→ What you should do
Only the pictures are to be omitted; every entry beneath should otherwise be duplicated exactly.

(Records from a dataset)
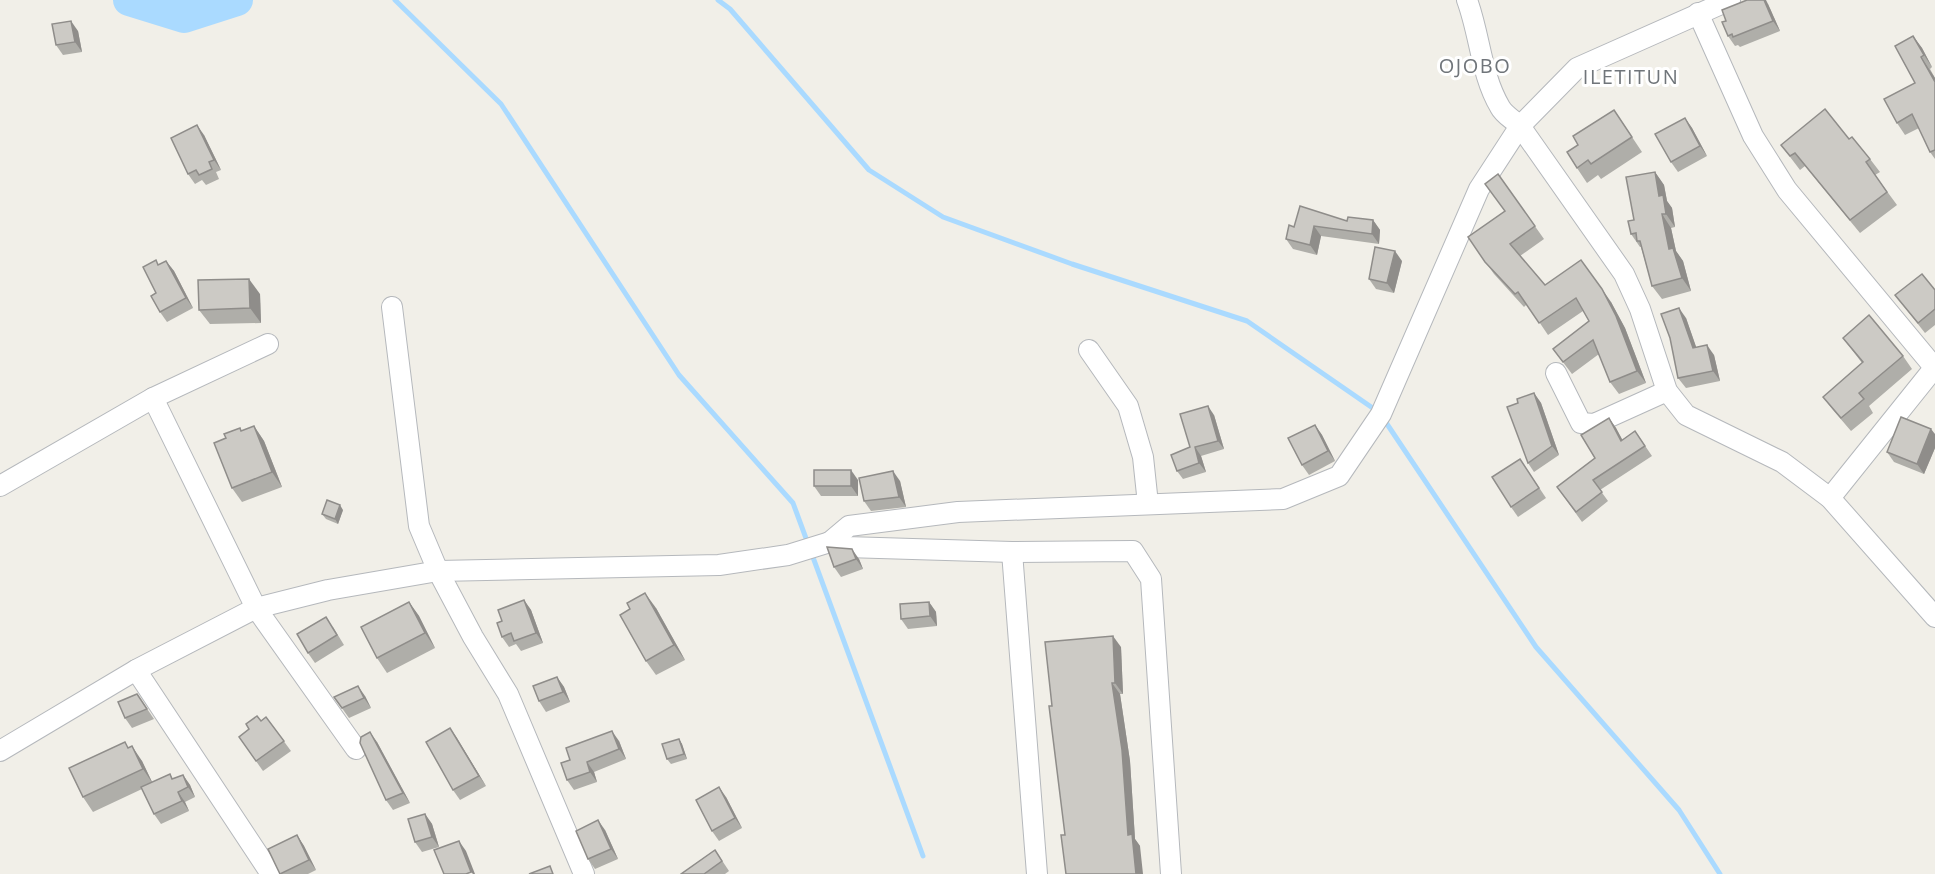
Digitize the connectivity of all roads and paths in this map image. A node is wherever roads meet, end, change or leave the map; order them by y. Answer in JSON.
{"nodes":[{"id":1,"x":1467,"y":0,"type":"edge"},
{"id":2,"x":1730,"y":0,"type":"edge"},
{"id":3,"x":1698,"y":13,"type":"junction"},
{"id":4,"x":1520,"y":126,"type":"junction"},
{"id":5,"x":392,"y":307,"type":"dead end"},
{"id":6,"x":268,"y":344,"type":"dead end"},
{"id":7,"x":1089,"y":350,"type":"dead end"},
{"id":8,"x":1935,"y":367,"type":"edge"},
{"id":9,"x":1556,"y":373,"type":"dead end"},
{"id":10,"x":1667,"y":391,"type":"junction"},
{"id":11,"x":153,"y":398,"type":"junction"},
{"id":12,"x":0,"y":486,"type":"edge"},
{"id":13,"x":1830,"y":498,"type":"junction"},
{"id":14,"x":1148,"y":504,"type":"junction"},
{"id":15,"x":822,"y":545,"type":"junction"},
{"id":16,"x":1012,"y":552,"type":"junction"},
{"id":17,"x":438,"y":571,"type":"junction"},
{"id":18,"x":256,"y":608,"type":"junction"},
{"id":19,"x":1935,"y":617,"type":"edge"},
{"id":20,"x":136,"y":670,"type":"junction"},
{"id":21,"x":356,"y":749,"type":"dead end"},
{"id":22,"x":0,"y":751,"type":"edge"},
{"id":23,"x":271,"y":874,"type":"edge"},
{"id":24,"x":584,"y":874,"type":"edge"},
{"id":25,"x":1037,"y":874,"type":"edge"},
{"id":26,"x":1171,"y":874,"type":"edge"}],
"edges":[{"from":1,"to":4,"type":"street"},
{"from":2,"to":3,"type":"street"},
{"from":3,"to":4,"type":"street"},
{"from":3,"to":8,"type":"street"},
{"from":4,"to":10,"type":"street"},
{"from":4,"to":14,"type":"street"},
{"from":5,"to":17,"type":"street"},
{"from":6,"to":11,"type":"street"},
{"from":7,"to":14,"type":"street"},
{"from":8,"to":13,"type":"street"},
{"from":9,"to":10,"type":"street"},
{"from":10,"to":13,"type":"street"},
{"from":11,"to":12,"type":"street"},
{"from":11,"to":18,"type":"street"},
{"from":13,"to":19,"type":"street"},
{"from":14,"to":15,"type":"street"},
{"from":15,"to":16,"type":"street"},
{"from":15,"to":17,"type":"street"},
{"from":16,"to":25,"type":"street"},
{"from":16,"to":26,"type":"street"},
{"from":17,"to":18,"type":"street"},
{"from":17,"to":24,"type":"street"},
{"from":18,"to":20,"type":"street"},
{"from":18,"to":21,"type":"street"},
{"from":20,"to":22,"type":"street"},
{"from":20,"to":23,"type":"street"}]}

→ Answer space
Digitize the connectivity of all roads and paths in this map image. A node is wherever roads meet, end, change or leave the map; order them by y. Answer in JSON.
{"nodes":[{"id":1,"x":1467,"y":0,"type":"edge"},
{"id":2,"x":1730,"y":0,"type":"edge"},
{"id":3,"x":1698,"y":13,"type":"junction"},
{"id":4,"x":1520,"y":126,"type":"junction"},
{"id":5,"x":392,"y":307,"type":"dead end"},
{"id":6,"x":268,"y":344,"type":"dead end"},
{"id":7,"x":1089,"y":350,"type":"dead end"},
{"id":8,"x":1935,"y":367,"type":"edge"},
{"id":9,"x":1556,"y":373,"type":"dead end"},
{"id":10,"x":1667,"y":391,"type":"junction"},
{"id":11,"x":153,"y":398,"type":"junction"},
{"id":12,"x":0,"y":486,"type":"edge"},
{"id":13,"x":1830,"y":498,"type":"junction"},
{"id":14,"x":1148,"y":504,"type":"junction"},
{"id":15,"x":822,"y":545,"type":"junction"},
{"id":16,"x":1012,"y":552,"type":"junction"},
{"id":17,"x":438,"y":571,"type":"junction"},
{"id":18,"x":256,"y":608,"type":"junction"},
{"id":19,"x":1935,"y":617,"type":"edge"},
{"id":20,"x":136,"y":670,"type":"junction"},
{"id":21,"x":356,"y":749,"type":"dead end"},
{"id":22,"x":0,"y":751,"type":"edge"},
{"id":23,"x":271,"y":874,"type":"edge"},
{"id":24,"x":584,"y":874,"type":"edge"},
{"id":25,"x":1037,"y":874,"type":"edge"},
{"id":26,"x":1171,"y":874,"type":"edge"}],
"edges":[{"from":1,"to":4,"type":"street"},
{"from":2,"to":3,"type":"street"},
{"from":3,"to":4,"type":"street"},
{"from":3,"to":8,"type":"street"},
{"from":4,"to":10,"type":"street"},
{"from":4,"to":14,"type":"street"},
{"from":5,"to":17,"type":"street"},
{"from":6,"to":11,"type":"street"},
{"from":7,"to":14,"type":"street"},
{"from":8,"to":13,"type":"street"},
{"from":9,"to":10,"type":"street"},
{"from":10,"to":13,"type":"street"},
{"from":11,"to":12,"type":"street"},
{"from":11,"to":18,"type":"street"},
{"from":13,"to":19,"type":"street"},
{"from":14,"to":15,"type":"street"},
{"from":15,"to":16,"type":"street"},
{"from":15,"to":17,"type":"street"},
{"from":16,"to":25,"type":"street"},
{"from":16,"to":26,"type":"street"},
{"from":17,"to":18,"type":"street"},
{"from":17,"to":24,"type":"street"},
{"from":18,"to":20,"type":"street"},
{"from":18,"to":21,"type":"street"},
{"from":20,"to":22,"type":"street"},
{"from":20,"to":23,"type":"street"}]}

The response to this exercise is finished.